■ DESCRIPTION OF THE TASK: Check every line below, and copy those that include "Güngör".
Segment Start: AVAILABLE RECORDS
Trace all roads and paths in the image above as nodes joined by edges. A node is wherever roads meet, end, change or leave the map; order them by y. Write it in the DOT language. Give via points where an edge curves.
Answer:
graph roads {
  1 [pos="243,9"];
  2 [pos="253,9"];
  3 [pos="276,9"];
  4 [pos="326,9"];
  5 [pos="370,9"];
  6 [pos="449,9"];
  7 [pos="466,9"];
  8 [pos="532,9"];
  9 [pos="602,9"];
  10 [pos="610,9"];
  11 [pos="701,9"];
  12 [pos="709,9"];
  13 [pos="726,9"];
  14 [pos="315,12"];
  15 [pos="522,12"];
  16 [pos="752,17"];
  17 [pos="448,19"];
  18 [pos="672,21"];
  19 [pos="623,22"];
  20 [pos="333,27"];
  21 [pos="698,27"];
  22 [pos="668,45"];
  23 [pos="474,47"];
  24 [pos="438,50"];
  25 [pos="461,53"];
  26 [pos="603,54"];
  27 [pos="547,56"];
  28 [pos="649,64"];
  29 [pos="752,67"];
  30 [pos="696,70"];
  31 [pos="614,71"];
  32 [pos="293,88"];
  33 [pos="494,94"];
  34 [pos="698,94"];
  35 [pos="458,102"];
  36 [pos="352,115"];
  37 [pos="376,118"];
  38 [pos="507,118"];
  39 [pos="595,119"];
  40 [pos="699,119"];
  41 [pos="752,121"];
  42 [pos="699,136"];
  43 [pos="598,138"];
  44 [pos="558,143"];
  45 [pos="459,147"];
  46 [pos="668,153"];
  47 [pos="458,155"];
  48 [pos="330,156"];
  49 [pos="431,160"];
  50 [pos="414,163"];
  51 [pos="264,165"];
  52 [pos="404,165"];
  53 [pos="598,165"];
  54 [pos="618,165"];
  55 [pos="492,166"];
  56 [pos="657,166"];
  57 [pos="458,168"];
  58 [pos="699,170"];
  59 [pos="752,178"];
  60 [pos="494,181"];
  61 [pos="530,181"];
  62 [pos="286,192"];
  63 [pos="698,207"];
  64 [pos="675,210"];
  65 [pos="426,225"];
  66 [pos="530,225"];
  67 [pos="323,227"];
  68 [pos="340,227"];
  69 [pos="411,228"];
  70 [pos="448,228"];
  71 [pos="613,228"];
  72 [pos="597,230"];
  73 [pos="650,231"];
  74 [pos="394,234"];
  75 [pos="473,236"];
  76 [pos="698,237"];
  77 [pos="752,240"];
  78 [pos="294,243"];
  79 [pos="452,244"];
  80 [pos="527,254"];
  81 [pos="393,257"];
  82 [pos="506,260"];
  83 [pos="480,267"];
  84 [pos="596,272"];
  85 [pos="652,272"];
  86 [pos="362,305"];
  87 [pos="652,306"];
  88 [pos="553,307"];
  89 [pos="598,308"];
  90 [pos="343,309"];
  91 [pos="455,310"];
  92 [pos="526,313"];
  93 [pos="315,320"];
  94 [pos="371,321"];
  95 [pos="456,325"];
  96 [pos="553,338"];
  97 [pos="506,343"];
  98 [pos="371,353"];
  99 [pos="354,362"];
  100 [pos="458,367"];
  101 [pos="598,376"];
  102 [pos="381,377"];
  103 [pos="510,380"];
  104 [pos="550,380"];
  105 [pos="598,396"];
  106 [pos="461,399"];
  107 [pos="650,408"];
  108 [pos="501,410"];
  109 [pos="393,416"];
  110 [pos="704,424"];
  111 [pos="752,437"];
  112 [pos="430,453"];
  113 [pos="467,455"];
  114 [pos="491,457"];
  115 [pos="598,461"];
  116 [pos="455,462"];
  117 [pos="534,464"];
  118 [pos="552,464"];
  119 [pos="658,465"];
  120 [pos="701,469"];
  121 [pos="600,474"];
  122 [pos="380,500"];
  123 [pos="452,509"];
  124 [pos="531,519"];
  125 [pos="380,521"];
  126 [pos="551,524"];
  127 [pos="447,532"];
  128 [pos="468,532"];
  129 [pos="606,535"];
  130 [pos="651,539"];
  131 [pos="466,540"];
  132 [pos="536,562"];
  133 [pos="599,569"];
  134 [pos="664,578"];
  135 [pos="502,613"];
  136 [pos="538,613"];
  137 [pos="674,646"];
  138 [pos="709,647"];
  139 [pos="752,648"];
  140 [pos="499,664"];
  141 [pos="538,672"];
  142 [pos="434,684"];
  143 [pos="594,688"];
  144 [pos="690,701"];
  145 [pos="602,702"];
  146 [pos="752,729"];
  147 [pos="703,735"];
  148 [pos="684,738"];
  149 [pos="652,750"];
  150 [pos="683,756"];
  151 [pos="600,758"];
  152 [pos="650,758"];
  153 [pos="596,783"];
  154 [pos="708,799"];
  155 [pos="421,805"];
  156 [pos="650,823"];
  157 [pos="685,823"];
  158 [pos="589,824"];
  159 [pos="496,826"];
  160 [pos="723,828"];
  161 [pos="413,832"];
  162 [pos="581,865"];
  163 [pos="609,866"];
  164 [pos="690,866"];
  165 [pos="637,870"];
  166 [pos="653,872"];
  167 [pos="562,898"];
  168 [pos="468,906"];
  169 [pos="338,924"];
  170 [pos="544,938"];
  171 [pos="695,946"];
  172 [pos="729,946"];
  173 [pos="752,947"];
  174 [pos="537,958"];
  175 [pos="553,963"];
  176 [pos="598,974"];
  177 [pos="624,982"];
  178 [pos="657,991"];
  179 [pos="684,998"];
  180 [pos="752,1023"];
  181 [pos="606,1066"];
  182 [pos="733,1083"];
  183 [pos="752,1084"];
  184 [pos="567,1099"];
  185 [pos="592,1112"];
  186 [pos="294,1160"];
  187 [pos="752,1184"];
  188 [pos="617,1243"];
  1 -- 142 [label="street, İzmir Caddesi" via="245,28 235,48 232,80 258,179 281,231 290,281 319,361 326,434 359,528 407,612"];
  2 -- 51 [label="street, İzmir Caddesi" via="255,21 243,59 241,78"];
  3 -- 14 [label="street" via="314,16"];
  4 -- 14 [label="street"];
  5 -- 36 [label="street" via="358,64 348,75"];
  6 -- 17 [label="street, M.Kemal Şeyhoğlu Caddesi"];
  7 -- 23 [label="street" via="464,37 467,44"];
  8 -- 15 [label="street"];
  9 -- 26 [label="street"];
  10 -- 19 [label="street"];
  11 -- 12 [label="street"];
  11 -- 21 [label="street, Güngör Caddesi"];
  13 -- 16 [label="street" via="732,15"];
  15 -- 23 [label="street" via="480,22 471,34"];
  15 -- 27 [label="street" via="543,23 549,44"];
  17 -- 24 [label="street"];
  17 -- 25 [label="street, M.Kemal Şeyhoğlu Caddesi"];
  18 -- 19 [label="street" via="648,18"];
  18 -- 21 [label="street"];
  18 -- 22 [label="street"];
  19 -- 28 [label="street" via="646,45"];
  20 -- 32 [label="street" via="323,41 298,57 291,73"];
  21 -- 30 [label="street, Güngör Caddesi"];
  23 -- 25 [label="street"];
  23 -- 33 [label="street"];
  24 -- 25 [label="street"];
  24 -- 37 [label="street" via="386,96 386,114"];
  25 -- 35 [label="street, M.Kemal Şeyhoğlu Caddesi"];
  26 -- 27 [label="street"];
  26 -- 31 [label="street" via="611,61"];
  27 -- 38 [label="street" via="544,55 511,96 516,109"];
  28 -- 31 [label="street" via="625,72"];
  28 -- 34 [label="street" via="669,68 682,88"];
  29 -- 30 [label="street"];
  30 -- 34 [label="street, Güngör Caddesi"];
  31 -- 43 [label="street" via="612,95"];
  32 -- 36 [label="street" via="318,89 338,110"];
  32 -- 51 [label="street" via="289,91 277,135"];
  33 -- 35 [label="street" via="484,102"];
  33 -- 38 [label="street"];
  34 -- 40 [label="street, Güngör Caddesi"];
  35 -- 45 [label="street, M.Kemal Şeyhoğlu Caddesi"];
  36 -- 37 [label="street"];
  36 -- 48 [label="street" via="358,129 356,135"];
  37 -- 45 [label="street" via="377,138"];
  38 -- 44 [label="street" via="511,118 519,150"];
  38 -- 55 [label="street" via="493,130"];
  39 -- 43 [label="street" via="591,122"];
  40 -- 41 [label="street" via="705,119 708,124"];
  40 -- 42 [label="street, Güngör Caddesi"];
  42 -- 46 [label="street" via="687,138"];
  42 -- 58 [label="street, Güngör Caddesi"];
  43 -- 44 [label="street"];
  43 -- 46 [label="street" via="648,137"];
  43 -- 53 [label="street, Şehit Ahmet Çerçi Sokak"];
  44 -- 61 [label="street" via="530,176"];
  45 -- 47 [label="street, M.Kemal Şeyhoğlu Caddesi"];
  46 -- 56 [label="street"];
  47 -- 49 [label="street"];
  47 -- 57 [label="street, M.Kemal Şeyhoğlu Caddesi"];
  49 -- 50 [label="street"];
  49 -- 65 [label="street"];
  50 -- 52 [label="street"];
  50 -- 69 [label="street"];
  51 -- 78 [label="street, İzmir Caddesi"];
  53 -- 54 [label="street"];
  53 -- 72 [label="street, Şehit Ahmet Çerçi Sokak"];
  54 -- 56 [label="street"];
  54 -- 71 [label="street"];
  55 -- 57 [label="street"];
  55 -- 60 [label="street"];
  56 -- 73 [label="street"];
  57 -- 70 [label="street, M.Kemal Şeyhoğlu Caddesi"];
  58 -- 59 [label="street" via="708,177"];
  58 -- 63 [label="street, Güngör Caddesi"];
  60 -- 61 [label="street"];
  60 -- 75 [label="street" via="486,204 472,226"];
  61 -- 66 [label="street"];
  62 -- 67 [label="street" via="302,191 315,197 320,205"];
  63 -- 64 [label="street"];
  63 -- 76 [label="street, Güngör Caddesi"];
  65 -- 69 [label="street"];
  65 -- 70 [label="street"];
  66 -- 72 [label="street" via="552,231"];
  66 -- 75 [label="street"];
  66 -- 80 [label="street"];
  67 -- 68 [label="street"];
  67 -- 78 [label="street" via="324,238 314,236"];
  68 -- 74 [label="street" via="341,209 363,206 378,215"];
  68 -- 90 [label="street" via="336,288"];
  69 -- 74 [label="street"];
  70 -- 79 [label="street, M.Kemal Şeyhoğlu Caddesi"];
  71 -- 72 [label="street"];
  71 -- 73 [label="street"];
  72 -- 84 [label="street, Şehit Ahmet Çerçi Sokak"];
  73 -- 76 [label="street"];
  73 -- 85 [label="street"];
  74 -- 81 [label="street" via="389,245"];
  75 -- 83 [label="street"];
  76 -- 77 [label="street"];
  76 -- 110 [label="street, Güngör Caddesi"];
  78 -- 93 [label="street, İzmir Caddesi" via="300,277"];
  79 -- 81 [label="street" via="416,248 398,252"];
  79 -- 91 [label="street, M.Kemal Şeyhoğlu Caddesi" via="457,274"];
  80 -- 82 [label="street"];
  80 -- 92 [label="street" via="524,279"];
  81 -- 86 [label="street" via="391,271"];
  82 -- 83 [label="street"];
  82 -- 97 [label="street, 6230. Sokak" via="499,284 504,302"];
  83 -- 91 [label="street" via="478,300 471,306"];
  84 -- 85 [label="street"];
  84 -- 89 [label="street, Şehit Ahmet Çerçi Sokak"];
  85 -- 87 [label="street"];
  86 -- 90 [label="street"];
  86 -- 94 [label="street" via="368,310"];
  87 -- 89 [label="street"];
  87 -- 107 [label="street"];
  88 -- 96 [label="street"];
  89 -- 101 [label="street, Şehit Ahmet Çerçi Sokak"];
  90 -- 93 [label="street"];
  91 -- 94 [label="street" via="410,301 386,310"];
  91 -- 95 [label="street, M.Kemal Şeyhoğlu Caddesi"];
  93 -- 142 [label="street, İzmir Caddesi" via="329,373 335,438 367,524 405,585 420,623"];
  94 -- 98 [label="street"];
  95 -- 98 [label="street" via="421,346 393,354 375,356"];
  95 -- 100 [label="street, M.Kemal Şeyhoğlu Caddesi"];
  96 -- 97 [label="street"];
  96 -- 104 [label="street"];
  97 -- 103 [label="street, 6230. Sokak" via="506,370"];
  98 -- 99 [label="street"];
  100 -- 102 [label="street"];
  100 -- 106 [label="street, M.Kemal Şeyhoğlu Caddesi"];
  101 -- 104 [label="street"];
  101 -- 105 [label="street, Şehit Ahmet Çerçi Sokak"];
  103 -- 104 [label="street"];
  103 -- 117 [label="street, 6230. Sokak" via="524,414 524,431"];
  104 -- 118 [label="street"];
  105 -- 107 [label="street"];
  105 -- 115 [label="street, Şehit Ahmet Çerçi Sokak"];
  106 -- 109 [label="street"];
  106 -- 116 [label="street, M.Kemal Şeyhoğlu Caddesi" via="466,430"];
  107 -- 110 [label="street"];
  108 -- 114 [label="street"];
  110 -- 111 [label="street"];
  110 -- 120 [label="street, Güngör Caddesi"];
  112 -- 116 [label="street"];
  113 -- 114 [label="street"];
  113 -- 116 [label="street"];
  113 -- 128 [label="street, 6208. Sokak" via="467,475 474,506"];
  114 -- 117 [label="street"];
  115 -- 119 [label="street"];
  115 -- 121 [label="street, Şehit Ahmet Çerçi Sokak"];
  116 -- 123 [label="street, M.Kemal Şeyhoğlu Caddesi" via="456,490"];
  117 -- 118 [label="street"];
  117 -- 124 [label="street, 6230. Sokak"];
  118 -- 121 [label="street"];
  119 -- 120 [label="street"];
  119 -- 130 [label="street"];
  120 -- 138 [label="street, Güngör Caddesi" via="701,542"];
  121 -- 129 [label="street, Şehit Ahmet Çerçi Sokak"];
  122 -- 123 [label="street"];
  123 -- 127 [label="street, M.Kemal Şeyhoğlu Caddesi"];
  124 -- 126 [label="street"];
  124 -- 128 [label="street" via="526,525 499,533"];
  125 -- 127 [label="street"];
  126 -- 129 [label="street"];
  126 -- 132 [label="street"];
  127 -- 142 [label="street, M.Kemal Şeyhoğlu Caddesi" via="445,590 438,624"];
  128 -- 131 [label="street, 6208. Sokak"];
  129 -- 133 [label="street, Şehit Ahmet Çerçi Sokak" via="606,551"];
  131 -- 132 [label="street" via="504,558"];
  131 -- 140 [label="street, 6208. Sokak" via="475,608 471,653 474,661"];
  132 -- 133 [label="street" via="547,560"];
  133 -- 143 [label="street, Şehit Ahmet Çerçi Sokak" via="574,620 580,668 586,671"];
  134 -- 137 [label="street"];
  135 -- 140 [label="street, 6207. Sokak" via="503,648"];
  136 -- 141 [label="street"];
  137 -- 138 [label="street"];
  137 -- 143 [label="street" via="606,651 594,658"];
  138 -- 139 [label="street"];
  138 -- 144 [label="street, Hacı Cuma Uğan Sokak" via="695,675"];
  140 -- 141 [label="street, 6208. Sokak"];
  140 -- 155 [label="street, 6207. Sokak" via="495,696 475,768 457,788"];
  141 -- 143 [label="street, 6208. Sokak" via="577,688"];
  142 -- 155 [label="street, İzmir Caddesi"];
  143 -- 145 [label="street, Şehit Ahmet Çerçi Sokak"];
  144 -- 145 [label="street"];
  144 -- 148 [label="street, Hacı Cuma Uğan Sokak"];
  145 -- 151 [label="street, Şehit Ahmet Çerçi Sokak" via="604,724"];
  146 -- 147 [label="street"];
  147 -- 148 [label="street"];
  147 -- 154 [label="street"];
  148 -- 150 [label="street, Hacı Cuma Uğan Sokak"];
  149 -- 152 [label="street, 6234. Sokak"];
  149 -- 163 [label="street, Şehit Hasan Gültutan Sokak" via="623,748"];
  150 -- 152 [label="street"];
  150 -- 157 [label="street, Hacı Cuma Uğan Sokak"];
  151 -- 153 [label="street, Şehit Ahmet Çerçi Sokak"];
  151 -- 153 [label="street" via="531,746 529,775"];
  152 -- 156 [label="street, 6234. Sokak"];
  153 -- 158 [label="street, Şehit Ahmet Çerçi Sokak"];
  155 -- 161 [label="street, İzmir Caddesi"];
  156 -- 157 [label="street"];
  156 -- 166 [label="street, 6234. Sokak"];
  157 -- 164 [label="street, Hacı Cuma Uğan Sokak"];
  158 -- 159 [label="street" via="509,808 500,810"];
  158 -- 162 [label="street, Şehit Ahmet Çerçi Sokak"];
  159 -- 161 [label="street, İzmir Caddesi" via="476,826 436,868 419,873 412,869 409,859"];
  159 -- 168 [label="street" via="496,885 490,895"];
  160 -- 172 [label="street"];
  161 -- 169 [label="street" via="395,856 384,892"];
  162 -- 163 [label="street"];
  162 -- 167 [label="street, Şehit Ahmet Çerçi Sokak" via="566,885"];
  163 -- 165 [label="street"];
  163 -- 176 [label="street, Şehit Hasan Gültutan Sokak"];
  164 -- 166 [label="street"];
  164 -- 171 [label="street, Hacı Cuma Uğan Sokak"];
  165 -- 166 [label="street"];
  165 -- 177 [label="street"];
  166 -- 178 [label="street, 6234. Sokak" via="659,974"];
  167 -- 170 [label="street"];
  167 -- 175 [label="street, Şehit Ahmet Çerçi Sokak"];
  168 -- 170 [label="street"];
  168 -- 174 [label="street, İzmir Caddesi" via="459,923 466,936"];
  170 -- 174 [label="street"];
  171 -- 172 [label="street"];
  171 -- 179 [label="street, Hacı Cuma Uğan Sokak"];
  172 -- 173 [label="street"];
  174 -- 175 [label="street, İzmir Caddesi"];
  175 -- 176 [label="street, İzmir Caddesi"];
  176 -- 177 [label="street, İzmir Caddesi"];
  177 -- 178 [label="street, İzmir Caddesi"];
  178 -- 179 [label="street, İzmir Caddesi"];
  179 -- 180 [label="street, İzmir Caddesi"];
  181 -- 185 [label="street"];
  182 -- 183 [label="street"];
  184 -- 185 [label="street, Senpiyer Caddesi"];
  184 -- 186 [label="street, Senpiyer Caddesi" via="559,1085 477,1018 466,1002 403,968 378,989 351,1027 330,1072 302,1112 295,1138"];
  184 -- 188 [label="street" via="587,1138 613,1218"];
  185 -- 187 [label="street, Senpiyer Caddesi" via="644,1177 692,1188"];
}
Segment End: AVAILABLE RECORDS
■ WRITTEN RESPONSE:
  11 -- 21 [label="street, Güngör Caddesi"];
  21 -- 30 [label="street, Güngör Caddesi"];
  30 -- 34 [label="street, Güngör Caddesi"];
  34 -- 40 [label="street, Güngör Caddesi"];
  40 -- 42 [label="street, Güngör Caddesi"];
  42 -- 58 [label="street, Güngör Caddesi"];
  58 -- 63 [label="street, Güngör Caddesi"];
  63 -- 76 [label="street, Güngör Caddesi"];
  76 -- 110 [label="street, Güngör Caddesi"];
  110 -- 120 [label="street, Güngör Caddesi"];
  120 -- 138 [label="street, Güngör Caddesi" via="701,542"];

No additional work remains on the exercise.